Despite myriad flaws, US remains top spot for Black startup founders seeking VC dollars • TechCrunch


Despite, well, everything, the U.S. is still the best place in the world for Black startup founders to raise money. The check sizes are bigger, the market more mature, the ambition oversized. There are more funds, more options, more opportunities, more, more, more.

It’s quite easy to harp on the dismal funding and often discriminatory treatment that Black founders receive in the U.S. Through the haze, though, the reality is that the heart of the American Dream is still beating.

For example, Lotanna Ezeike, a serial founder, said he’s looking to fundraise for his new startup in the U.S., despite raising more than $1 million for his U.K.-based fintech, XPO.

“Across the pond in the U.K., thinking tends to be very limited, especially around the seed stage,” he said, adding that a seed in the U.S. is a pre-seed or family round in the U.K.

“I think this is because of how small the U.K. is compared to other regions, so the mind can only dream so big. It’s a spiral really — less wealth, less capital, fewer ideas that become unicorns.”

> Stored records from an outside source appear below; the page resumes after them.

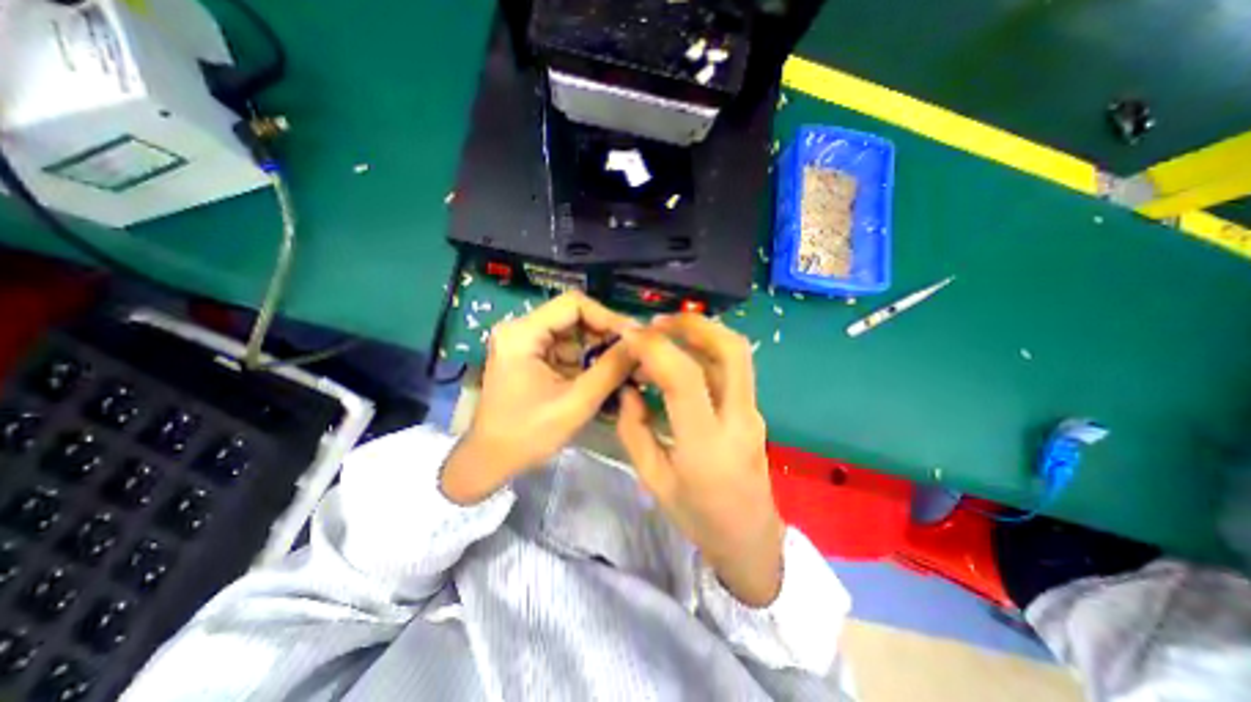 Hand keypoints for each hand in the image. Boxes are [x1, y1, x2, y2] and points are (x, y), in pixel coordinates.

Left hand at [439, 292, 636, 502]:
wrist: (491, 461)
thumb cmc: (528, 435)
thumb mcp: (576, 403)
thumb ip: (610, 370)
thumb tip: (640, 344)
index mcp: (523, 334)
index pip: (574, 304)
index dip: (608, 317)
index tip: (633, 338)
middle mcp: (521, 329)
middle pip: (574, 318)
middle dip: (606, 336)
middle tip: (633, 355)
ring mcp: (526, 343)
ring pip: (574, 334)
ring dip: (599, 350)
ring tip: (625, 368)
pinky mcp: (532, 357)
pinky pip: (567, 350)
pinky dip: (588, 361)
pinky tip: (606, 377)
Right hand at [614, 315, 778, 604]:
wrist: (751, 540)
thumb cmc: (698, 517)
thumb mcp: (653, 480)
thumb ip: (634, 430)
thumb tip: (629, 389)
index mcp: (706, 445)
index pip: (684, 378)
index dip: (655, 348)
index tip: (629, 337)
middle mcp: (738, 420)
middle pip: (730, 349)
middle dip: (694, 324)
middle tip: (659, 322)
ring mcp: (753, 413)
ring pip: (737, 353)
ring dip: (702, 332)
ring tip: (666, 334)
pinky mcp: (754, 410)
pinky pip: (733, 368)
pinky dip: (707, 350)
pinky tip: (682, 357)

Cephas Ndubueze, who is from Germany, echoed similar sentiments. He said he still looks to the U.S. for venture funds for his startup because there are more success stories of Black founders in the U.S. than in Europe, meaning a greater chance of him finding his own path compared to Germany.

“I can definitely say the U.S. is a better environment for Black founders,” he told TechCrunch. “Why? More diverse investors in the U.S. More investors are investing in nontraditional businesses. More institutional investors are providing ticket sizes from $100,000 to $500,000 in the idea stage, more opportunities to build a founder network, and more investors that have already invested in Black founders in the past.”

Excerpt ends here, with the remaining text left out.